Monday, 9 July 2007

Inconsolable and uncompensated


The initial frisson of Westminster interning hasn’t quite work off yet. I still can’t quite suppress a big, foolish grin when I emerge from the tube and see Big Ben looming over Victoria Embankment. And the casework is still fascinating, and my inner geek does love hoofing through Hansard.

One case is nibbling at me, however. A woman - whose husband killed their daughter and then himself - applied for compensation, and was awarded £11,000, but this wasn’t near enough to cover her counselling bills and the fact that she has been unable to function ever since. For a while I’ve been trying to find some way to up her award or seek financial support elsewhere, but I can’t find anything.

Mostly, this is because her husband killed himself. Had someone else killed her family, she would be awarded over £20,000. Because a member of her family killed her family, she’s awarded half as much. I’m not sure whether either your family self-destructing is worse than someone else destroying it, but I’m sure it’s at least equivalent. Neither am I sure who decides whether any of these equivalences would be financial as well as moral. But I’m fairly sure the Criminal Injuries Compensation Authority haven’t considered this properly.

Sunday, 8 July 2007

Environmental baubles


LiveEarth, in all its Germanic compound-word glory, descended on six unfortunate corners of the world today. As Madonna declared, surrounded by thirty unusually white and attractive schoolkids, “Tonight is not about entertainment.” She wasn’t wrong.


The splendidly pointless switching-off of “all non-essential lighting” in Wembley did offer the chance for us to check that the splendid halo of light on the southern horizon from our top bedroom is indeed the Wembley arch. They didn’t switch off everything, though - presumably an outbreak of stadium-based criminality comparable only to the New Orleans Superdome wouldn’t quite embody societal unity.

Friday, 6 July 2007

Surviving Southall

Sidestepping the occasional crack-smoker and stumbling across a SWAT team preparing to storm a house, t’other intern Alan and I valiantly canvassed our way across the residential wastes of Southall today.

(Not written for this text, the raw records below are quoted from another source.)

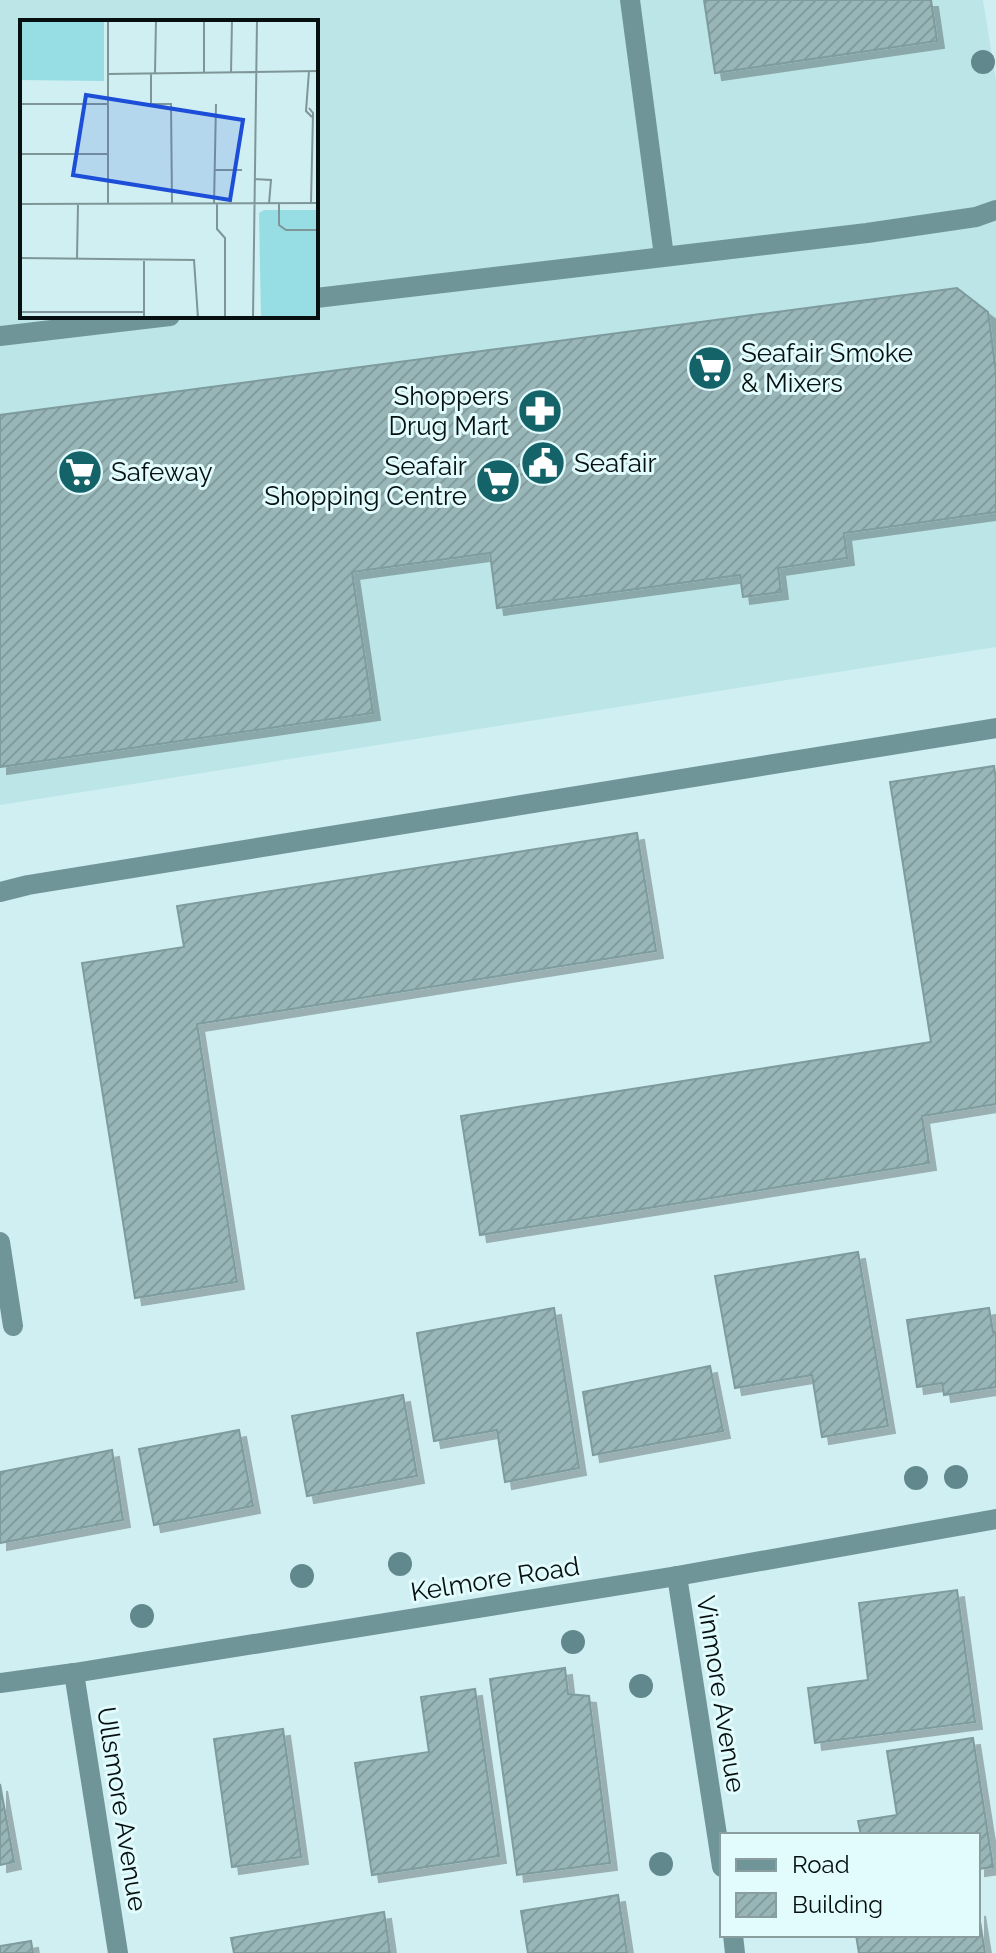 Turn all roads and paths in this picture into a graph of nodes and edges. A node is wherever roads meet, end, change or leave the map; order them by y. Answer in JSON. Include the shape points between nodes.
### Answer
{"nodes":[{"id":1,"x":630,"y":0,"type":"edge"},
{"id":2,"x":996,"y":210,"type":"edge"},
{"id":3,"x":664,"y":256,"type":"junction"},
{"id":4,"x":318,"y":298,"type":"edge"},
{"id":5,"x":153,"y":318,"type":"edge"},
{"id":6,"x":0,"y":336,"type":"edge"},
{"id":7,"x":996,"y":728,"type":"edge"},
{"id":8,"x":0,"y":892,"type":"edge"},
{"id":9,"x":0,"y":1242,"type":"edge"},
{"id":10,"x":13,"y":1326,"type":"dead end"},
{"id":11,"x":996,"y":1519,"type":"edge"},
{"id":12,"x":677,"y":1576,"type":"junction"},
{"id":13,"x":74,"y":1673,"type":"junction"},
{"id":14,"x":0,"y":1683,"type":"edge"},
{"id":15,"x":720,"y":1854,"type":"edge"},
{"id":16,"x":118,"y":1953,"type":"edge"}],
"edges":[{"from":1,"to":3,"type":"street"},
{"from":2,"to":3,"type":"street","via":[[867,233]]},
{"from":3,"to":4,"type":"street"},
{"from":5,"to":6,"type":"street"},
{"from":7,"to":8,"type":"street"},
{"from":9,"to":10,"type":"street"},
{"from":11,"to":12,"type":"street","name":"Kelmore Road"},
{"from":12,"to":13,"type":"street","name":"Kelmore Road"},
{"from":12,"to":15,"type":"street","name":"Vinmore Avenue"},
{"from":13,"to":14,"type":"street","name":"Kelmore Road"},
{"from":13,"to":16,"type":"street","name":"Ullsmore Avenue"}]} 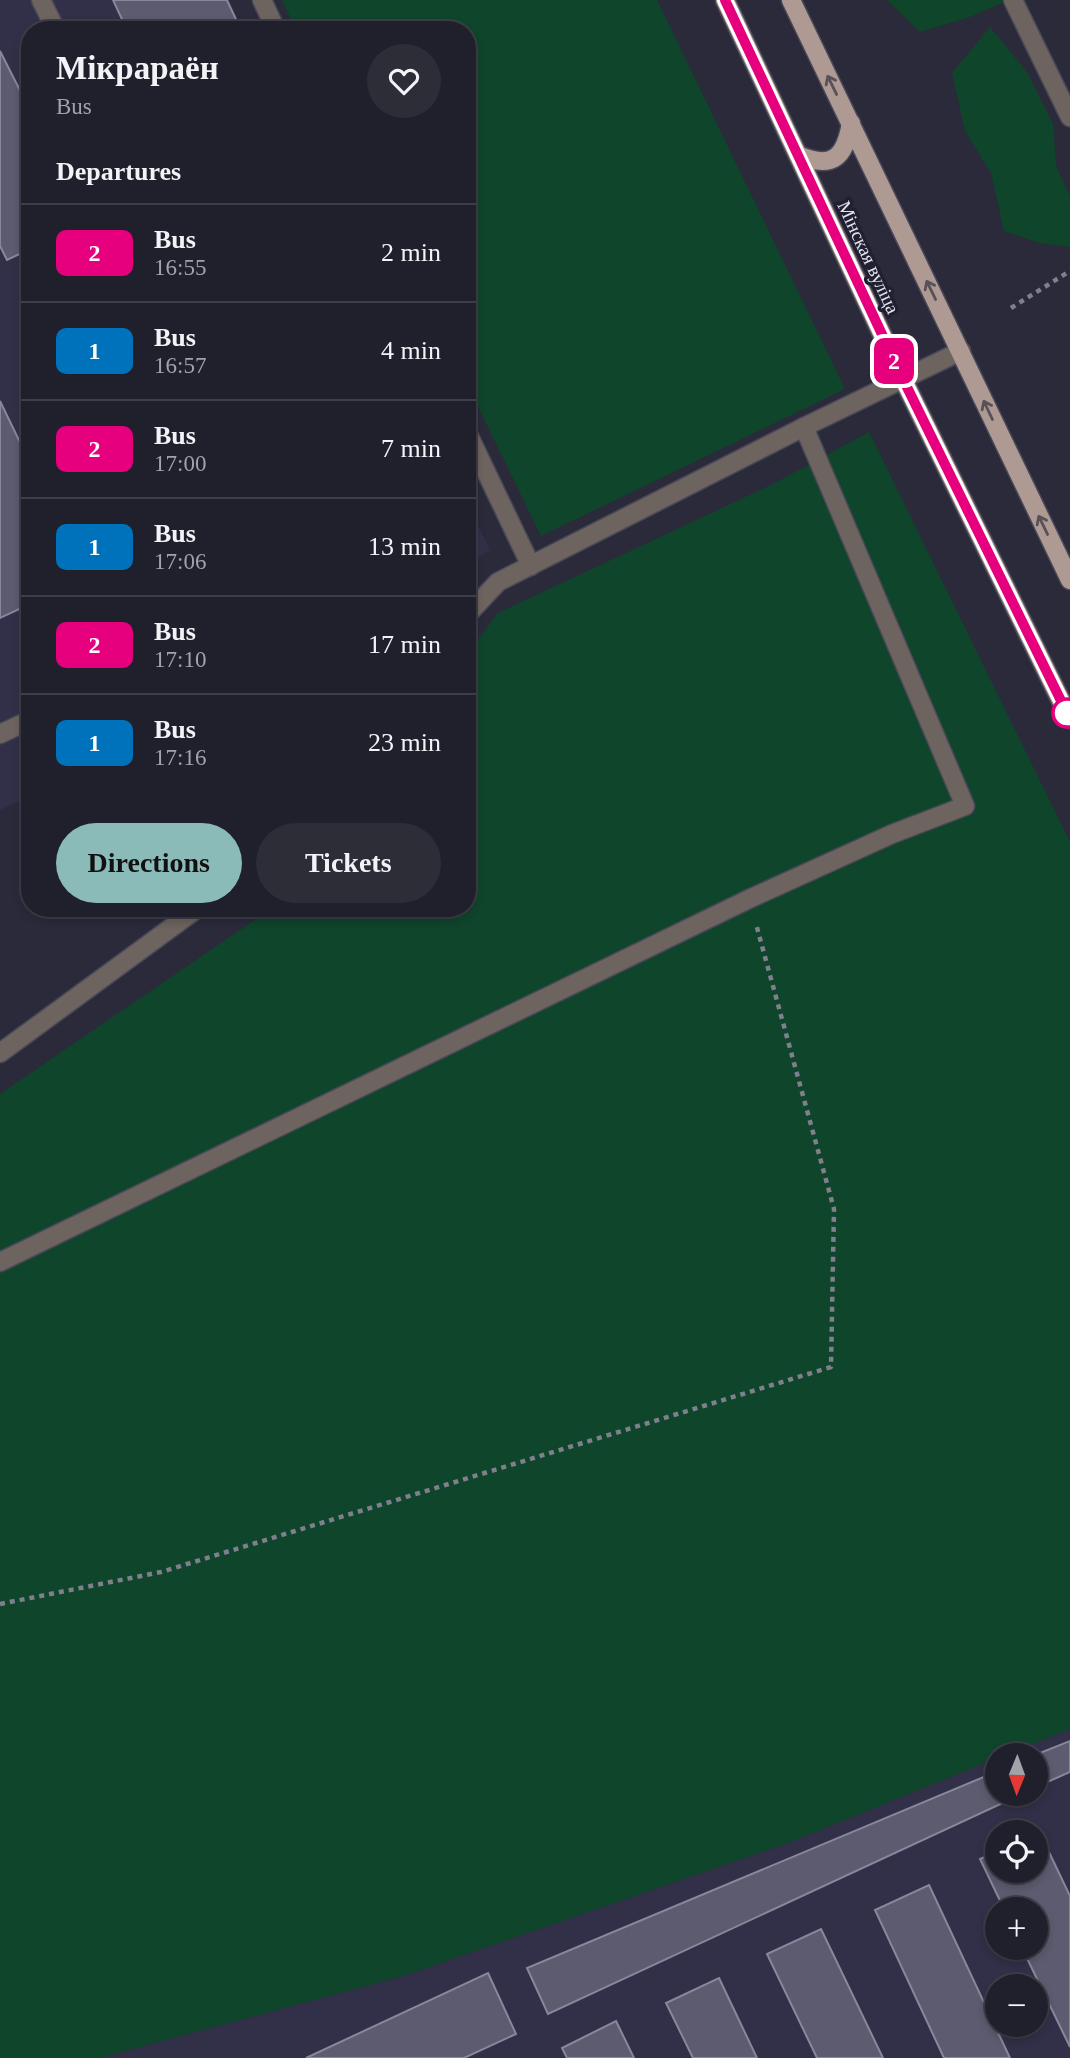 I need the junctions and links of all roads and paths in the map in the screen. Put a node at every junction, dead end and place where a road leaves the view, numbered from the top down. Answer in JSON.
{"nodes":[{"id":1,"x":41,"y":0,"type":"edge"},
{"id":2,"x":262,"y":0,"type":"edge"},
{"id":3,"x":725,"y":0,"type":"edge"},
{"id":4,"x":791,"y":0,"type":"edge"},
{"id":5,"x":1013,"y":0,"type":"edge"},
{"id":6,"x":52,"y":21,"type":"edge"},
{"id":7,"x":272,"y":21,"type":"edge"},
{"id":8,"x":1070,"y":117,"type":"edge"},
{"id":9,"x":851,"y":123,"type":"junction"},
{"id":10,"x":798,"y":155,"type":"junction"},
{"id":11,"x":1070,"y":271,"type":"edge"},
{"id":12,"x":1011,"y":308,"type":"dead end"},
{"id":13,"x":961,"y":351,"type":"junction"},
{"id":14,"x":903,"y":379,"type":"junction"},
{"id":15,"x":804,"y":427,"type":"junction"},
{"id":16,"x":476,"y":451,"type":"edge"},
{"id":17,"x":531,"y":566,"type":"junction"},
{"id":18,"x":1070,"y":580,"type":"edge"},
{"id":19,"x":476,"y":605,"type":"edge"},
{"id":20,"x":1070,"y":719,"type":"edge"},
{"id":21,"x":21,"y":724,"type":"edge"},
{"id":22,"x":0,"y":734,"type":"edge"},
{"id":23,"x":749,"y":899,"type":"junction"},
{"id":24,"x":186,"y":917,"type":"edge"},
{"id":25,"x":0,"y":1053,"type":"edge"},
{"id":26,"x":0,"y":1262,"type":"edge"},
{"id":27,"x":0,"y":1604,"type":"edge"}],
"edges":[{"from":1,"to":6,"type":"lane"},
{"from":2,"to":7,"type":"lane"},
{"from":3,"to":10,"type":"main road","name":"Мінская вуліца"},
{"from":9,"to":4,"type":"main road","one_way":true},
{"from":5,"to":8,"type":"lane"},
{"from":9,"to":10,"type":"main road"},
{"from":13,"to":9,"type":"main road","one_way":true},
{"from":10,"to":14,"type":"main road","name":"Мінская вуліца"},
{"from":11,"to":12,"type":"path"},
{"from":13,"to":14,"type":"lane"},
{"from":18,"to":13,"type":"main road","one_way":true},
{"from":14,"to":15,"type":"lane"},
{"from":14,"to":20,"type":"main road","name":"Мінская вуліца"},
{"from":15,"to":17,"type":"lane"},
{"from":15,"to":23,"type":"lane"},
{"from":16,"to":17,"type":"lane"},
{"from":17,"to":19,"type":"lane"},
{"from":21,"to":22,"type":"lane"},
{"from":23,"to":26,"type":"lane"},
{"from":23,"to":27,"type":"path"},
{"from":24,"to":25,"type":"lane"}]}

Despite some grim estates, Southall boasts the colour and individuality of the Punjabi presence of Sikhs and Muslims, who make up over half the population of the borough. The High Street is refreshingly empty of chain stores, peppered instead with a variety of ethnic emporia and a ripe array of fresh fruit and veg stalls.

With the by-election looming only 13 days away, Southall is suffering columns of lilywhite LibDem interns and an ominously hectoring Tory radiocar. Blues and Yellows both claim they’re the only party challenging Labour. In fact, it seems the Tories’ local entrepreneur Tony Lit is striding into 2nd, behind Labour’s 10,000+ majority. Ming’s merry men may get squished.

I admit it - the Westminster end of politics is definitely more to my taste. Quel snob.